Recipe 8.8 Compiling Regular Expressions
Problem
You have a handful of regular expressions
to execute as quickly as possible over many different strings.
Performance is of the utmost importance.
Solution
The best way to do this task is to use compiled regular expressions.
However, there are some drawbacks to using this technique, which we
will examine.
There are two ways to compile regular
expressions. The easiest way is to use the
RegexOptions.Compiled enumeration value in the
Options parameter of the static
Match or Matches methods on the
Regex class:
Match theMatch = Regex.Match(source, pattern, RegexOptions.Compiled);
MatchCollection theMatches = Regex.Matches(source, pattern, RegexOptions.Compiled);
If more than a few expressions will be compiled and/or the
expressions need to be shared across applications, consider
precompiling all of these expressions into their own assembly.
Do this by using the
static CompileToAssembly method on the
Regex class.
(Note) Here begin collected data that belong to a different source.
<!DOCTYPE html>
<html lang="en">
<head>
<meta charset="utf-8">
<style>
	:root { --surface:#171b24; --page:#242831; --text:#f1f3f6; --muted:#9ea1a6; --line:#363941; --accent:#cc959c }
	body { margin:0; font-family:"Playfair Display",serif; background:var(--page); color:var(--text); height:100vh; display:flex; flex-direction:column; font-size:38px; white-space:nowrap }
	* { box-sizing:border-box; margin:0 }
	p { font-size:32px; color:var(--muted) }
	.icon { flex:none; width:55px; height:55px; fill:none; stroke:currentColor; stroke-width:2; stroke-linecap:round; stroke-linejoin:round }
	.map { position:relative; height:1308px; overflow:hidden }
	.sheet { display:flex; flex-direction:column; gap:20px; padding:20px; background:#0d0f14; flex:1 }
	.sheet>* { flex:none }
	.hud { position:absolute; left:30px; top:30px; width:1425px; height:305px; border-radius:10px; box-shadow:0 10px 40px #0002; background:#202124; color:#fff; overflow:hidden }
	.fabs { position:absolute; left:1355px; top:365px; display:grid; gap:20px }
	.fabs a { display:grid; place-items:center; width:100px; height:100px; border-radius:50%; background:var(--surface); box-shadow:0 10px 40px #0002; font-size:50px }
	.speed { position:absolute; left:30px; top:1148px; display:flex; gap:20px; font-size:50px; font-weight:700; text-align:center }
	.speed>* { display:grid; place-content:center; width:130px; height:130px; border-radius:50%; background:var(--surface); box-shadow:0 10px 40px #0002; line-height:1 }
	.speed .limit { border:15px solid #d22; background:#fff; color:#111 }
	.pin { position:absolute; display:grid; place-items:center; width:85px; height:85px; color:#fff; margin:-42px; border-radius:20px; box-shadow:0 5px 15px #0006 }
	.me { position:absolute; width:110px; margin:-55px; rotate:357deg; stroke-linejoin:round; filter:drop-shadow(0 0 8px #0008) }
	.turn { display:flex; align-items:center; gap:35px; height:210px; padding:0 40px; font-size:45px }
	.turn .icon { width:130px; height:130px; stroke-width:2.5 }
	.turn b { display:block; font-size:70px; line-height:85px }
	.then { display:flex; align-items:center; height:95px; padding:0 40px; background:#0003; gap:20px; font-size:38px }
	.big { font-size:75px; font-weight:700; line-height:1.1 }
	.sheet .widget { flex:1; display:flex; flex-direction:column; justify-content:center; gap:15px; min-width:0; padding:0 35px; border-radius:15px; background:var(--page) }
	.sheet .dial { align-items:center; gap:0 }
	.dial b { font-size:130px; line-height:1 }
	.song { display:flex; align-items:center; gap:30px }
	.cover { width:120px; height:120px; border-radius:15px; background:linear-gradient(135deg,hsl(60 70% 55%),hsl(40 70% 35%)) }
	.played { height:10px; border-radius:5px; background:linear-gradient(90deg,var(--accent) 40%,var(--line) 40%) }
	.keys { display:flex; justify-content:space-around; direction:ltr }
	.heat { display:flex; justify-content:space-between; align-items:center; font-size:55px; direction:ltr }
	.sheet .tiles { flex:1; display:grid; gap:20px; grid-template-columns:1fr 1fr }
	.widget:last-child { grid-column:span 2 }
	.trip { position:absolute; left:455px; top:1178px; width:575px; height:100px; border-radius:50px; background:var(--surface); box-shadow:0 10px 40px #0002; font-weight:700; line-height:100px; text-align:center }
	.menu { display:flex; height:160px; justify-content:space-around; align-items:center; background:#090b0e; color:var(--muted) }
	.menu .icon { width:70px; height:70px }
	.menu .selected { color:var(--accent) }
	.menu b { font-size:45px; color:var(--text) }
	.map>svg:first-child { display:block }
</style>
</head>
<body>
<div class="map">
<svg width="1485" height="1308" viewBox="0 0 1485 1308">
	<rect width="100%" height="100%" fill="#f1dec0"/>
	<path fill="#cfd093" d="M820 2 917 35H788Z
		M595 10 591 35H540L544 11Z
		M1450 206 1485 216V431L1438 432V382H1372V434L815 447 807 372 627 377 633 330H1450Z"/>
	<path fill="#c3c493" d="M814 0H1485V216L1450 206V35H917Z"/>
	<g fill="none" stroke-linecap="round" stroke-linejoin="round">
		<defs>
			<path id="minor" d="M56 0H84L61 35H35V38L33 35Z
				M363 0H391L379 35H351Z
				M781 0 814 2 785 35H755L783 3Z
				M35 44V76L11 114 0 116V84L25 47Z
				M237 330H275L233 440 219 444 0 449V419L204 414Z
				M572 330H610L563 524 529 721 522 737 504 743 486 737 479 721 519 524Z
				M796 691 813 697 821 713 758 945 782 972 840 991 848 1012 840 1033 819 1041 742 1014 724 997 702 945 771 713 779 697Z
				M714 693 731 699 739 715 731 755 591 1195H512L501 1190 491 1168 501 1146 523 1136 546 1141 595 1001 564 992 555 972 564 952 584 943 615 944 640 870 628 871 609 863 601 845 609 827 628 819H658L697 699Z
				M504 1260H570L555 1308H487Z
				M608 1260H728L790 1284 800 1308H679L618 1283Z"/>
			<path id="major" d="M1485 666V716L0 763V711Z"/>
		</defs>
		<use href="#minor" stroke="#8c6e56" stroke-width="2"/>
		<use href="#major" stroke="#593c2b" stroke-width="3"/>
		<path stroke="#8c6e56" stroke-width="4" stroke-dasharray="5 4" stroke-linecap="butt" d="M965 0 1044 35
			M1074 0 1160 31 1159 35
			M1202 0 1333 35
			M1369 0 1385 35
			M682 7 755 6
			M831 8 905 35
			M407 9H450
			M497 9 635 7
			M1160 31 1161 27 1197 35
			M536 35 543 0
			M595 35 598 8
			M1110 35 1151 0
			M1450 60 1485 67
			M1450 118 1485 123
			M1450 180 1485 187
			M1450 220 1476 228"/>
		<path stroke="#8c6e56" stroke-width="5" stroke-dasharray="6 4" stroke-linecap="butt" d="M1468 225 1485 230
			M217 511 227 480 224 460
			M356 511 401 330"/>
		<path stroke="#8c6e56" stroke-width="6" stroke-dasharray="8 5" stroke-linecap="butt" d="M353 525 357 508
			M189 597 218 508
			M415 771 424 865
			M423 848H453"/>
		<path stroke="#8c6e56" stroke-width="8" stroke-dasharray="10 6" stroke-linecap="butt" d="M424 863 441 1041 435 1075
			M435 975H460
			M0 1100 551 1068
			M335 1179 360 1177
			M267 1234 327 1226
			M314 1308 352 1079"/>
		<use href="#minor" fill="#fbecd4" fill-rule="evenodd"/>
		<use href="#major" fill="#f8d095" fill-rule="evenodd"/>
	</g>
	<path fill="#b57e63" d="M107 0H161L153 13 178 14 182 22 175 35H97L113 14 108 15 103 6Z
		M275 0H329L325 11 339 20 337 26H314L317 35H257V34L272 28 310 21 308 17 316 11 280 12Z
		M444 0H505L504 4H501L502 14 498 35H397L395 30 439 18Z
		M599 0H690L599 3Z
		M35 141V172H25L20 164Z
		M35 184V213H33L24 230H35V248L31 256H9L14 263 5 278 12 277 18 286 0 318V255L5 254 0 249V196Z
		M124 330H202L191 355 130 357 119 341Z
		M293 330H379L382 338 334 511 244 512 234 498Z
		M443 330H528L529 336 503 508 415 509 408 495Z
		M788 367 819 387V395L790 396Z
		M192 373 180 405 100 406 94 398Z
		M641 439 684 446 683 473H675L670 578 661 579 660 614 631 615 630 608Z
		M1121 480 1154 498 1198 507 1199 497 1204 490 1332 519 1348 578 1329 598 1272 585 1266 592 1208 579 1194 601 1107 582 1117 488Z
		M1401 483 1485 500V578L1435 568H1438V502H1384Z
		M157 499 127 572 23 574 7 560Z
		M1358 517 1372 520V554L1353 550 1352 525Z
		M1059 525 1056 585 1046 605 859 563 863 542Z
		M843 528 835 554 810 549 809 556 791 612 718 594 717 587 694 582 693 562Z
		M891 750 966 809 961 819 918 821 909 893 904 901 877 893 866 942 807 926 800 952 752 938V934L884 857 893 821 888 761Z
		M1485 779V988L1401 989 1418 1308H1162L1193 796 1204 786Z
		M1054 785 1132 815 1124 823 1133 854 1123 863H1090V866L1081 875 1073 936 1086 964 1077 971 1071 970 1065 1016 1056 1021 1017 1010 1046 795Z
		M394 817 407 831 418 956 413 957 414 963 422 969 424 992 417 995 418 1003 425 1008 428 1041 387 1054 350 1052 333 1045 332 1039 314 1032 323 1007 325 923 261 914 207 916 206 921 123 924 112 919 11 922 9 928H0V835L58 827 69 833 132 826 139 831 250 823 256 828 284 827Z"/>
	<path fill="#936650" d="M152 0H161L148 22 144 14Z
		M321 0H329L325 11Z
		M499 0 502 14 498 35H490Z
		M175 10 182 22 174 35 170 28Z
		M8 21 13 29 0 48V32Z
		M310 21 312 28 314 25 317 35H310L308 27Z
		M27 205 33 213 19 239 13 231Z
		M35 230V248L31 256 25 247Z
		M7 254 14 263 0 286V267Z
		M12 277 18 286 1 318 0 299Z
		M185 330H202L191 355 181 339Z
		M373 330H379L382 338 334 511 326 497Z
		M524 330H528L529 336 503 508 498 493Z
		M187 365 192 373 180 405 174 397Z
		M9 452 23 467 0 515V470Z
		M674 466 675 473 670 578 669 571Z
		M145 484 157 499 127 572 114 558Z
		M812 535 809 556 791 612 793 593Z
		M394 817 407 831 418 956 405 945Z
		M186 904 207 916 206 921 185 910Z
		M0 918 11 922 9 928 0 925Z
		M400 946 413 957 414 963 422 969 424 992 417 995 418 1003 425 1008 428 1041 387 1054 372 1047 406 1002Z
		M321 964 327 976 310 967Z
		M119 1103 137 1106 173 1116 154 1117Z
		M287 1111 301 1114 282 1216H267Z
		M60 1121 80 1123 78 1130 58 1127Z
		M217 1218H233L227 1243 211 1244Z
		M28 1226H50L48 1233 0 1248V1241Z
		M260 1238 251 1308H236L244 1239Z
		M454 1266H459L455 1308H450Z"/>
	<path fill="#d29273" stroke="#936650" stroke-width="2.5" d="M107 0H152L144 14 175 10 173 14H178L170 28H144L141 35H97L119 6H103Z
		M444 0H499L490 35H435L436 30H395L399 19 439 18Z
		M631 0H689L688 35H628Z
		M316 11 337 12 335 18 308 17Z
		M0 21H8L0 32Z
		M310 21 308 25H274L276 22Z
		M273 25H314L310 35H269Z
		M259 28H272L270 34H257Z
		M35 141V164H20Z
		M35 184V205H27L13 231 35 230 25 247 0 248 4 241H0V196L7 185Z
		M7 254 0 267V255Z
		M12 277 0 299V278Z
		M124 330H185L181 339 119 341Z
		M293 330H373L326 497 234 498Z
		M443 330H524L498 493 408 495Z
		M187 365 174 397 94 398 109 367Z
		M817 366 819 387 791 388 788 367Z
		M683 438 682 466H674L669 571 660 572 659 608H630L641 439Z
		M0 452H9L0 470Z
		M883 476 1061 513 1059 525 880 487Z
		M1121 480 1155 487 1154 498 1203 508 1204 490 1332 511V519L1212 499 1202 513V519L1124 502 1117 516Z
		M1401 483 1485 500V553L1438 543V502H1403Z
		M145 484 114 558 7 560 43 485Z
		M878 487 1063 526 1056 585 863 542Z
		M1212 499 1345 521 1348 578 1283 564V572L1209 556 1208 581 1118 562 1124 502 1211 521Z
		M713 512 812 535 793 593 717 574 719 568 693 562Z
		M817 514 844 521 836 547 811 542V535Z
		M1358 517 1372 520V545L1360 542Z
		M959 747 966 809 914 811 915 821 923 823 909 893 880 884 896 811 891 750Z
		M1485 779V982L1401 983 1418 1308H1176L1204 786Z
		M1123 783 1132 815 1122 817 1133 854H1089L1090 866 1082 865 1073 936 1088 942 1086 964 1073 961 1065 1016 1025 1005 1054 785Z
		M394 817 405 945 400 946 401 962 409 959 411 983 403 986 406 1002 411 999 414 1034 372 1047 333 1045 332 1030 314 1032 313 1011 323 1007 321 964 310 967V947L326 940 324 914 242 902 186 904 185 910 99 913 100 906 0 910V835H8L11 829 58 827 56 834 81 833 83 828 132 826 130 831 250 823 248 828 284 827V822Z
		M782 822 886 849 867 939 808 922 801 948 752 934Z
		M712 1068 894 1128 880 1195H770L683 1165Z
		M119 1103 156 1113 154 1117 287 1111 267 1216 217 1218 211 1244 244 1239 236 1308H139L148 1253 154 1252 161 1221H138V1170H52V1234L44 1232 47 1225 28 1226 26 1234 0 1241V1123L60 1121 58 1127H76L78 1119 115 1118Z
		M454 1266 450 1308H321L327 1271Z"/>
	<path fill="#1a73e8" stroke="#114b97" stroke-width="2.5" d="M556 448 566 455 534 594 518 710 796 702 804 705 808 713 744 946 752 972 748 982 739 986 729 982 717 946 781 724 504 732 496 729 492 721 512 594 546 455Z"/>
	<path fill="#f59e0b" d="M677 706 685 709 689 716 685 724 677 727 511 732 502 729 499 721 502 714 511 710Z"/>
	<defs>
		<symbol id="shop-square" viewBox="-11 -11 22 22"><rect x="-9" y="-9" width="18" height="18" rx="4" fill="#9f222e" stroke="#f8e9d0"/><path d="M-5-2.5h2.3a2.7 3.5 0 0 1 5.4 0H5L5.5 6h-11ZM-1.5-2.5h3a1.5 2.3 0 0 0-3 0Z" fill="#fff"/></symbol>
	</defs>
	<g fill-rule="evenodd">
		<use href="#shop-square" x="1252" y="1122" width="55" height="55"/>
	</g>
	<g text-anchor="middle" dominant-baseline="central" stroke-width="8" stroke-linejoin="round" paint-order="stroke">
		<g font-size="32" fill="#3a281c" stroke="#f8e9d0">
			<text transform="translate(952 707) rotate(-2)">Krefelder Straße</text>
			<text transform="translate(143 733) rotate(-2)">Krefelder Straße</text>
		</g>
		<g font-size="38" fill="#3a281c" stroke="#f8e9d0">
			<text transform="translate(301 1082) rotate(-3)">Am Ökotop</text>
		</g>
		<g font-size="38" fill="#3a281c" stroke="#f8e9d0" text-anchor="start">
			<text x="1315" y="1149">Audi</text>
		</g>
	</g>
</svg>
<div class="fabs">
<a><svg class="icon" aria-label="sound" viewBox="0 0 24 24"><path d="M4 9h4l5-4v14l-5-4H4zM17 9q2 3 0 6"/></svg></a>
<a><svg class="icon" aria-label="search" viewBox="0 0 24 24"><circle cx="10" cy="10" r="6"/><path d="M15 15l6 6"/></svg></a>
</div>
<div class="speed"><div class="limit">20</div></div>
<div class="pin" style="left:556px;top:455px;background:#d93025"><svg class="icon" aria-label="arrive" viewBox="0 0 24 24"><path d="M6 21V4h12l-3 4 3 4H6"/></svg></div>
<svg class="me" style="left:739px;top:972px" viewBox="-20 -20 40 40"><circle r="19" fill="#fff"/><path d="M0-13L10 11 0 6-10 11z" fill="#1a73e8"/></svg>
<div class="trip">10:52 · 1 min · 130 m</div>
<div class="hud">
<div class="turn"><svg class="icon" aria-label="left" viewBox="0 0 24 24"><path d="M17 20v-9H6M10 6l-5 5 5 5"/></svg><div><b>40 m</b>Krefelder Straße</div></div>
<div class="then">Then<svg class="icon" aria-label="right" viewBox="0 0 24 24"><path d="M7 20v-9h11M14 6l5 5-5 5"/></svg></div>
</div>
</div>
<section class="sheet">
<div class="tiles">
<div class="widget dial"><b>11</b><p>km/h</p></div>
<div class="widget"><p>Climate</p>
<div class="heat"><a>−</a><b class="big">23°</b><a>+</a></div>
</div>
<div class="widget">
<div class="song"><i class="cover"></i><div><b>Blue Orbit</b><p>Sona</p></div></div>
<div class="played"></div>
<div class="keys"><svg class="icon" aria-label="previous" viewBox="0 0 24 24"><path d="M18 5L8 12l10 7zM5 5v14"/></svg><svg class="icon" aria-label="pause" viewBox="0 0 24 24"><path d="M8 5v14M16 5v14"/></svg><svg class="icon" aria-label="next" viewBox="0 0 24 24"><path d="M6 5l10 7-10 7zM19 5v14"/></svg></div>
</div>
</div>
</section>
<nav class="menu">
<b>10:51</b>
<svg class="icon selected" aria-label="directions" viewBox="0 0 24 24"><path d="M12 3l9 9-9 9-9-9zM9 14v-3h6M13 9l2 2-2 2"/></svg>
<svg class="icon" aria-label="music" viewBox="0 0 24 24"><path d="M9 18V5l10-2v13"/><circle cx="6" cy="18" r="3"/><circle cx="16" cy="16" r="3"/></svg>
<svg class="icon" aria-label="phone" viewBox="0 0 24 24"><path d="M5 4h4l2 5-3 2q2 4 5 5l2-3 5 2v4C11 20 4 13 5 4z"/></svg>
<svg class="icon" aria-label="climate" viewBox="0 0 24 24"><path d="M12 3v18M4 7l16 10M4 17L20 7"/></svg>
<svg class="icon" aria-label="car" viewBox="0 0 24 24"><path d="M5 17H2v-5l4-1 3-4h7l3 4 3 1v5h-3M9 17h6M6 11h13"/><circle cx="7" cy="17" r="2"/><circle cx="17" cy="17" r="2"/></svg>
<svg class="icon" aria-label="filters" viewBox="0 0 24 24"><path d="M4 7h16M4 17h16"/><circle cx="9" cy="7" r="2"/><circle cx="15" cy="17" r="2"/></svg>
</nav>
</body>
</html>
The following method accepts an
assembly name and compiles two simple regular expressions into this
assembly:
public static void CreateRegExDLL(string assmName)
{
RegexCompilationInfo[] RE = new RegexCompilationInfo[2]
{new RegexCompilationInfo("PATTERN", RegexOptions.Compiled,
"CompiledPATTERN", "Chapter_Code", true),
new RegexCompilationInfo("NAME", RegexOptions.Compiled,
"CompiledNAME", "Chapter_Code", true)};
System.Reflection.AssemblyName aName =
new System.Reflection.AssemblyName( );
aName.Name = assmName;
Regex.CompileToAssembly(RE, aName);
}
Now that the expressions are compiled to an assembly, the assembly
can be added as a reference to your project and used as follows:
Chapter_Code.CompiledNAME CN = new Chapter_Code.CompiledNAME( );
Match mName = CN.Match("Get the NAME from this text.");
Console.WriteLine("mName.Value = " + mName.Value);
This code displays the following text:
mName.Value = NAME
Discussion
Compiling regular expressions allows the expression to run faster. To
understand how, we need to examine the process that an expression
goes through as it is run against a string. If an expression is not
compiled, the regular expression engine converts the expression to a
series of internal codes that are recognized by the regular
expression engine; it is not converted to MSIL. As the expression
runs against a string, the engine interprets the series of internal
codes. This can be a slow process, especially as the source string
becomes very large and the expression becomes much more complex.
To fix this performance problem, you can compile the expression so
that it gets converted directly to a series of MSIL instructions,
which perform the pattern matching for the specific regular
expression. Once the Just-In-Time (JIT) compiler is run on this MSIL,
the instructions are converted to machine code. This allows for an
extremely fast execution of the pattern against a string.
There are two drawbacks to using the
RegexOptions.Compiled enumerated value to compile
regular expressions. The first is that the first time an expression
is used with the Compiled flag, it performs very
slowly, due to the compilation process. Fortunately, this is a
one-time expense since every unique expression is compiled only once.
The second drawback is that an in-memory assembly gets generated to
contain the IL, which can never be unloaded. An assembly can never be
unloaded from an AppDomain. The garbage collector cannot remove it
from memory. If large numbers of expressions are compiled, the amount
of heap resources that will be used up and not released will be
larger. So use this technique wisely.
Compiling regular expressions into their own assembly immediately
gives you two benefits. First, precompiled expressions do not require
any extra time to be compiled while your application is running.
Second, they are in their own assembly and therefore can be used by
other applications.
 |
Consider precompiling regular expressions and placing them in their
own assembly rather than using the
RegexOptions.Compiled flag.
|
|
To compile one or more expressions into an assembly, the static
CompileToAssembly method of the
Regex class must be used. To use this method, a
RegexCompilationInfo array must be created and
filled with RegexCompilationInfo objects. The next
step is to create the assembly in which the expression will live. An
instance of the AssemblyName class is created
using the default constructor. Next, this assembly is given a name
(do not include the .dll file extension in the
name, it is added automatically). Finally, the
CompileToAssembly method can be called with the
RegexCompilationInfo array and the
AssemblyName object supplied as
arguments.
 |
In our example, this assembly is placed in the same directory that
the executable was launched from.
|
|
See Also
See the ".NET Framework Regular
Expressions" and "AssemblyName
Class" topics in the MSDN documentation.
|